Also, any thoughts on the VPI 19 MK2 that Mred mentions?
Also, any thoughts on the VPI 19 MK2 that Mred mentions?
What kind of arm and/or cartridge come with it?
I currently have that table up and running with a Audioquest PT-9 arm and Goldring 1042 cartridge. (about $1k for the arm/cart combp) and I am having a good time with it. I did have a problem with the belt slipping and stylus drag making a mess of things when I first got the table. A new belt and some fooling around with the height of the plinth to base has things pretty well under control. These tables come in 2 parts, the base which houses the motor and the plinth which holds the platter, a plastic/rubber belt goes from the top of the motor around the platter. There is no adjusting the speed of this set-up so your motor better be right on or everything else is for not, this presents the biggest challenge for this table imo. If I decide to keep this I am going to have to invest about $1k in a VPI SDS speed control which dial these motors in perfectly. I sold a tricked out KAB Technics table about 4 months ago to try this belt drive out. I really loved the Technics but thought that I would try something different. What I have found is that the VPI sounds great when everything is working perfectly and the speed is correct but on a complicated piece of music, where the grooves of the record are creating more drag on the stylus, I hear the change in pitch, and it drives me crazy, that;s all I hear instead of the music. I never had that problem with the Technics. Would I trade my VPI for a Technics, I am not sure at this point. The VPI can be great on some albums, some I can't even listen to. The Technics is very good with all of my albums. I am glad that I had the Technics first as it is a much easier table to use, more straight forward, less fiddling around out of the box.

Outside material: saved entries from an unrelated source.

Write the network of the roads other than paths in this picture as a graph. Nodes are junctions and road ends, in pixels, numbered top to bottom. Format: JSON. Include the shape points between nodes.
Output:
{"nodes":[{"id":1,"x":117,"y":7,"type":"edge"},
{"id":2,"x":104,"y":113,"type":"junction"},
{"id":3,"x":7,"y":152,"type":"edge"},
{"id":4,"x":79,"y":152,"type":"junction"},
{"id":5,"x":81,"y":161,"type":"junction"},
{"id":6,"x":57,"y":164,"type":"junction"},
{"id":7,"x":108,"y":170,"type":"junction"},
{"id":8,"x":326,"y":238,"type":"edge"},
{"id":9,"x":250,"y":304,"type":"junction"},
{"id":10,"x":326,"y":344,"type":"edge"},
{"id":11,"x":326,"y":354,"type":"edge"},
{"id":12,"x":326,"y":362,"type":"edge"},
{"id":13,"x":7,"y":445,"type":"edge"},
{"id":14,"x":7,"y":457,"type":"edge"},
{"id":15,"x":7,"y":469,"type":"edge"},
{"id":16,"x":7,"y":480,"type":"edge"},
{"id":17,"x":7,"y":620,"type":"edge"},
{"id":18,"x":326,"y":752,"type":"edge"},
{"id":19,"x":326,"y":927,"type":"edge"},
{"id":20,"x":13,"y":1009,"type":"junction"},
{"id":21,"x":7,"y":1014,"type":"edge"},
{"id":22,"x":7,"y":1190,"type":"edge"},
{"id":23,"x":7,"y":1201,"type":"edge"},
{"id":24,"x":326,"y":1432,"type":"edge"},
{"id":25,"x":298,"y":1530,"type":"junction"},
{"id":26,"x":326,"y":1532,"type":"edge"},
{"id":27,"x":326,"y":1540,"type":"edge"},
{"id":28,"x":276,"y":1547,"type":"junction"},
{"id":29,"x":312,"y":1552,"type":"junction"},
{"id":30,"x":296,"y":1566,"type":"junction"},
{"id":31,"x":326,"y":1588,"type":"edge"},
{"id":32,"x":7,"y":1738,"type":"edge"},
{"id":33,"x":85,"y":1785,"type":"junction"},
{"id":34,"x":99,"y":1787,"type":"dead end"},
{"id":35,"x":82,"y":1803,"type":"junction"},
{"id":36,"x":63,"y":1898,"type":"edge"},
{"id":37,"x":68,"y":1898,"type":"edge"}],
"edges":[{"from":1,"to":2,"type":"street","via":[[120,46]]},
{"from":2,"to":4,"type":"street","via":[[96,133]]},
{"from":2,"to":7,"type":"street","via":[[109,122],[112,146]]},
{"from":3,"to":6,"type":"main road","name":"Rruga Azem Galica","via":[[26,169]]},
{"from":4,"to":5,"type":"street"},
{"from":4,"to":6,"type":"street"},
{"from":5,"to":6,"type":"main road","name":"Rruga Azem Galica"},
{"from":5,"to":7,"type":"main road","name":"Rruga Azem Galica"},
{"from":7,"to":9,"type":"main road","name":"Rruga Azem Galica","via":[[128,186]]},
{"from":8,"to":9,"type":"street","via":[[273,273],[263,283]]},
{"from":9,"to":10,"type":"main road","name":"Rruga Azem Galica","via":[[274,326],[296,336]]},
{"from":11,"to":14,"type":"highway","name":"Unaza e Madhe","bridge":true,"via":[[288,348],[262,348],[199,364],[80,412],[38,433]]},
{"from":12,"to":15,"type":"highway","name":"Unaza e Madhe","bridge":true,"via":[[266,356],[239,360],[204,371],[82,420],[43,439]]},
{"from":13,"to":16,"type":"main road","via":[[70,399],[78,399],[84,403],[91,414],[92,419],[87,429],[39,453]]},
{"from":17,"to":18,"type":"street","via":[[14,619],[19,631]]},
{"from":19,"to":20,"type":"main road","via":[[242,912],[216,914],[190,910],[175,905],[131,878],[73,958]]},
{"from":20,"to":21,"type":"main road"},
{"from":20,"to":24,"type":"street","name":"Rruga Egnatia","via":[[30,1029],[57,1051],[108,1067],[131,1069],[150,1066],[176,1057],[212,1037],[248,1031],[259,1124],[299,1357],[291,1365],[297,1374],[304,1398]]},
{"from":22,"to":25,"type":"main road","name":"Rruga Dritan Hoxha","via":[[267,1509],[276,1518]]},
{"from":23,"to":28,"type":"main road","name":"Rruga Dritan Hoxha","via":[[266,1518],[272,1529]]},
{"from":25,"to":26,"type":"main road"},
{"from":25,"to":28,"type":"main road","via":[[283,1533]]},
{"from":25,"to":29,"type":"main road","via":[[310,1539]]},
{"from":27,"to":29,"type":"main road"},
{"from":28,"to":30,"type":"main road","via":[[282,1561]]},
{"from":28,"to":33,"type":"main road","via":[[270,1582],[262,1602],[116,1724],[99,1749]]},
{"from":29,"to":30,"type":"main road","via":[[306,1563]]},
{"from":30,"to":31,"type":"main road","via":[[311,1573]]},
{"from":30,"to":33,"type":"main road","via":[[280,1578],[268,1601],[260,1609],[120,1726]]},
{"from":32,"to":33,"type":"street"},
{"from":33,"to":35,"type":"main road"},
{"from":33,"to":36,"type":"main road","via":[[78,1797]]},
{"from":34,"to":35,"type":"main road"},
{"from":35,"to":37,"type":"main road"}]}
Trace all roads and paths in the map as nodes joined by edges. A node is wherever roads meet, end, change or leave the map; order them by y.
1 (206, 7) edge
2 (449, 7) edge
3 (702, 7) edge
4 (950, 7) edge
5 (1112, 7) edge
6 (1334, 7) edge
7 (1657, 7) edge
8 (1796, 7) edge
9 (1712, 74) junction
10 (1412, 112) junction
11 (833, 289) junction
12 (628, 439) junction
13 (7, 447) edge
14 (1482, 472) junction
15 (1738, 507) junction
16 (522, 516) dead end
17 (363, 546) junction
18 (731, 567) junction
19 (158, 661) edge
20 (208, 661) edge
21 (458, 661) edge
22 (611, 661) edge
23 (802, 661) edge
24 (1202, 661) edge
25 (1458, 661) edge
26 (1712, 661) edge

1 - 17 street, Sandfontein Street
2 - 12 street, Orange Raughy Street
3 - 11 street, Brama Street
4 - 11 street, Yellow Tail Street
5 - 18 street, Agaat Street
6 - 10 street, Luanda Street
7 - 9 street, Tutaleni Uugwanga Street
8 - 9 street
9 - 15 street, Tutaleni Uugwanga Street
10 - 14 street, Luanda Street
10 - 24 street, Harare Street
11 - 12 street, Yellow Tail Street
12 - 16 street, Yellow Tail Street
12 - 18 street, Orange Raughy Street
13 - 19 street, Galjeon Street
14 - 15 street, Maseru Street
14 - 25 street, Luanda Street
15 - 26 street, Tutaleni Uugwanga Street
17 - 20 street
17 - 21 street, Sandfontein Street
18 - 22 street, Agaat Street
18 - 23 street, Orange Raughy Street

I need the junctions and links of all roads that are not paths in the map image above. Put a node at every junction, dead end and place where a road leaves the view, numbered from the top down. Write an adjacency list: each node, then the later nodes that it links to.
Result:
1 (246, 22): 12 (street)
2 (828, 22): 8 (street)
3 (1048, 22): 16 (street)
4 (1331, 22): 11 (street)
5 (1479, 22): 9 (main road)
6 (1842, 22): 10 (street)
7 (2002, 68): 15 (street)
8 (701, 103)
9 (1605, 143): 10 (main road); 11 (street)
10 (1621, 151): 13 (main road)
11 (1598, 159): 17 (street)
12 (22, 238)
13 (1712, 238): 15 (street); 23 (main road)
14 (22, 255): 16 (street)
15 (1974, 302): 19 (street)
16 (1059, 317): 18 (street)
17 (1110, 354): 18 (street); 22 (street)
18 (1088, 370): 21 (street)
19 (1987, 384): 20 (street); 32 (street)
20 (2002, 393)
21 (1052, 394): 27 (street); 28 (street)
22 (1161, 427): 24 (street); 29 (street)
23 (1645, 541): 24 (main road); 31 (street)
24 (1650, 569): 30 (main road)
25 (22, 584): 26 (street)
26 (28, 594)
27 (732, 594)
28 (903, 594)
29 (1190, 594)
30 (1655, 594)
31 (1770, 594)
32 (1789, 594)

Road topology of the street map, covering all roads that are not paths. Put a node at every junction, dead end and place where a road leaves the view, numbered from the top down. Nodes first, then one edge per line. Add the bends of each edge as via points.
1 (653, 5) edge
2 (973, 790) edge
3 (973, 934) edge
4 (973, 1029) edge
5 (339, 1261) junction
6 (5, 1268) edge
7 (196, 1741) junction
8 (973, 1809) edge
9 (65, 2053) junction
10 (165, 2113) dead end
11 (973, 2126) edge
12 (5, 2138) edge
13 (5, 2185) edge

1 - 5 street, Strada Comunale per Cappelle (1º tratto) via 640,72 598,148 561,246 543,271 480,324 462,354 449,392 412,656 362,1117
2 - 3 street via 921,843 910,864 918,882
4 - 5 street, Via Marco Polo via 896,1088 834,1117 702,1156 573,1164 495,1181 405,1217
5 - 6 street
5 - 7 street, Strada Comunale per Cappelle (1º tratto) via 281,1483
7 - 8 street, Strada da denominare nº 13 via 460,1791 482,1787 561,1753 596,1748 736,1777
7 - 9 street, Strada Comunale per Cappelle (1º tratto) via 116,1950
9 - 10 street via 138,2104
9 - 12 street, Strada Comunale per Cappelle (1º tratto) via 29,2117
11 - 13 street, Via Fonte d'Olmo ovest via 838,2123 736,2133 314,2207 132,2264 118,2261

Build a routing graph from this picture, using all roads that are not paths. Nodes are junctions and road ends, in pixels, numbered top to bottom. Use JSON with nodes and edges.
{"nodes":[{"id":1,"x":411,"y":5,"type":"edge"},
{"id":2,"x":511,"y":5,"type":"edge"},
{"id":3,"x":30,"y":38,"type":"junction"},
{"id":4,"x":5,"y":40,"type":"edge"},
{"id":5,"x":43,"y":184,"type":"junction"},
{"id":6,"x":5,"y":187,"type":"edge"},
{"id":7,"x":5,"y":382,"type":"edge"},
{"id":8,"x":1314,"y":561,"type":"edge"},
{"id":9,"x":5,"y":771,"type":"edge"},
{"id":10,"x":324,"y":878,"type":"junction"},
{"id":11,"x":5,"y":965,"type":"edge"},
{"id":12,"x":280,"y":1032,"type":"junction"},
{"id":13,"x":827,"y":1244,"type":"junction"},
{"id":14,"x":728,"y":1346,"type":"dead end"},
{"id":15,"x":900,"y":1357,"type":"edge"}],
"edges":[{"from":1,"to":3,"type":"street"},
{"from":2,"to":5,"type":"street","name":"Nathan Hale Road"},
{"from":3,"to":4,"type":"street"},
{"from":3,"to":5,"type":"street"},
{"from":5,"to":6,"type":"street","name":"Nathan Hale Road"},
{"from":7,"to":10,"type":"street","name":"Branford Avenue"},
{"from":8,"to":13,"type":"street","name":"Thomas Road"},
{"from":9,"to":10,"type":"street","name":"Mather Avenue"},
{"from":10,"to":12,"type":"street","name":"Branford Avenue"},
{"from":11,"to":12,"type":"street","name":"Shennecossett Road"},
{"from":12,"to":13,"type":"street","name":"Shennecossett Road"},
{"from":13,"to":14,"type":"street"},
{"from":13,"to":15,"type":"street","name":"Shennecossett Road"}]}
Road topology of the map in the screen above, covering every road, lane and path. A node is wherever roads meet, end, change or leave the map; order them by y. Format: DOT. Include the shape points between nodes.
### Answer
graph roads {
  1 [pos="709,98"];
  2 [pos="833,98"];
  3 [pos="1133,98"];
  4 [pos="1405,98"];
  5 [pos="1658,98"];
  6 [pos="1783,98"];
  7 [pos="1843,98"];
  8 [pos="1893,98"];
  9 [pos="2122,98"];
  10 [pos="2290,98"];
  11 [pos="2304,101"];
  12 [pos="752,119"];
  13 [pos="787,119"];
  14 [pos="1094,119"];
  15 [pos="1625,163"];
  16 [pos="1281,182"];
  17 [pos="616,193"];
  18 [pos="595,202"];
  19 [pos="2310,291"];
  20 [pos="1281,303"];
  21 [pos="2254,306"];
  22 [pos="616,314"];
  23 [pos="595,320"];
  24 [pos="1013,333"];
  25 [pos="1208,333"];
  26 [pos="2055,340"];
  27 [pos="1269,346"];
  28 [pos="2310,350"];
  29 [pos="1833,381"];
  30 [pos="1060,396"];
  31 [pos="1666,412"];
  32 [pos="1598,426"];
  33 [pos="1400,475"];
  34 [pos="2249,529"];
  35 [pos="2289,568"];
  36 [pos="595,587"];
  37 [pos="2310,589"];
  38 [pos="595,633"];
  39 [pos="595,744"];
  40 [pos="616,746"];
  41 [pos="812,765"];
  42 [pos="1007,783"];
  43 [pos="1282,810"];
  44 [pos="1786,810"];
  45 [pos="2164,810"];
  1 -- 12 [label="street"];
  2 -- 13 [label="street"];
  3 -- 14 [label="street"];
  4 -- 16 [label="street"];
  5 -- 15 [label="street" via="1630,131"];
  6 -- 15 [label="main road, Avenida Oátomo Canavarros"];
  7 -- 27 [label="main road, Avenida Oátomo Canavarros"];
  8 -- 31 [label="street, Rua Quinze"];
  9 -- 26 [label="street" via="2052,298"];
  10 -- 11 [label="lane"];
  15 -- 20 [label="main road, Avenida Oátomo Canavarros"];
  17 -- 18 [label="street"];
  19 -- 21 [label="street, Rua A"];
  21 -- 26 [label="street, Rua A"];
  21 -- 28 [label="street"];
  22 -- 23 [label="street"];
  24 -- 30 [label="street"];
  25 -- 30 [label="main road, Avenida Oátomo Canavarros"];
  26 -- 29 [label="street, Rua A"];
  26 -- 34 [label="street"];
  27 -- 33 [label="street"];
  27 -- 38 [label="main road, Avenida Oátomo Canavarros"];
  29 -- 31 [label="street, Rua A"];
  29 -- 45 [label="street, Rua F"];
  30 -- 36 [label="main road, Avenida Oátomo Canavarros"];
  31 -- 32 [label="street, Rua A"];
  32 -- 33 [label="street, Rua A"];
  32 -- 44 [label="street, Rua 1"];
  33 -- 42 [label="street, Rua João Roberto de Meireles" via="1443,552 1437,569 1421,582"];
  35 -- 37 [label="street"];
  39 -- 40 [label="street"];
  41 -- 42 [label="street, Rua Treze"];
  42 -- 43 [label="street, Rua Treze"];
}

If you decide on the Technics stay away from used tables from ebay, dj tables get beat to shit with ashes, coke (both kinds) and a general rough life for a sensitive piece of equipment. Start with new or from someone established here on Agon
Good luck and have some fun with it but remember it's all about listening to music.
04-21-09: Burnsy1Out of the box, the Technics sounds compressed, as do most low cost turntables. The thing about the Technics is that some very simple tweaks open up its dynamic range. The Technics has excellent rotational accuracy, signal-to-noise ratio, and build quality and close tolerances of a much more expensive turntable. The downside is that its design was frozen in 1981 before vibration control and isolation were as well developed as they are now.
The first thing is, the tonearm wire in most of the SL12x0 machines is substandard for an audiophile piece of equipment. It imparts the dark, closed-in sound that's often described. But this can be fixed a couple of ways. The easy one is to get an SL1210 M5G, an upscale model, that comes stock from the factory with OFC wire throughout. The capacitance for the entire run of cable out to the RCA plugs is a fairly low 100pF, which is a good match with most MM cartridges. The other way to do it is to buy a lower level SL12x0 and have Kevin rewire it with high grade Cardas cable for $169. The cable upgrade (or selection of the M5G) opens up the sound, making it light and airy up top and with similar imaging to other turntables.
Second, get a better mat. The mat on a Technics has to do two things--damp the platter and isolate the record and cartridge from the mechanicals spinning it from below. There are several mats out there that will improve things. The cheapest is the Technics Supermat which weighs over a pound and which kabusa.com sells for about $20. Others have been happy with Herbie's Way Excellent Mat or the one from Iron Audio. This improves inner detail, lowers the noise floor, improves dynamic range, and lowers congestion on more complex musical passages.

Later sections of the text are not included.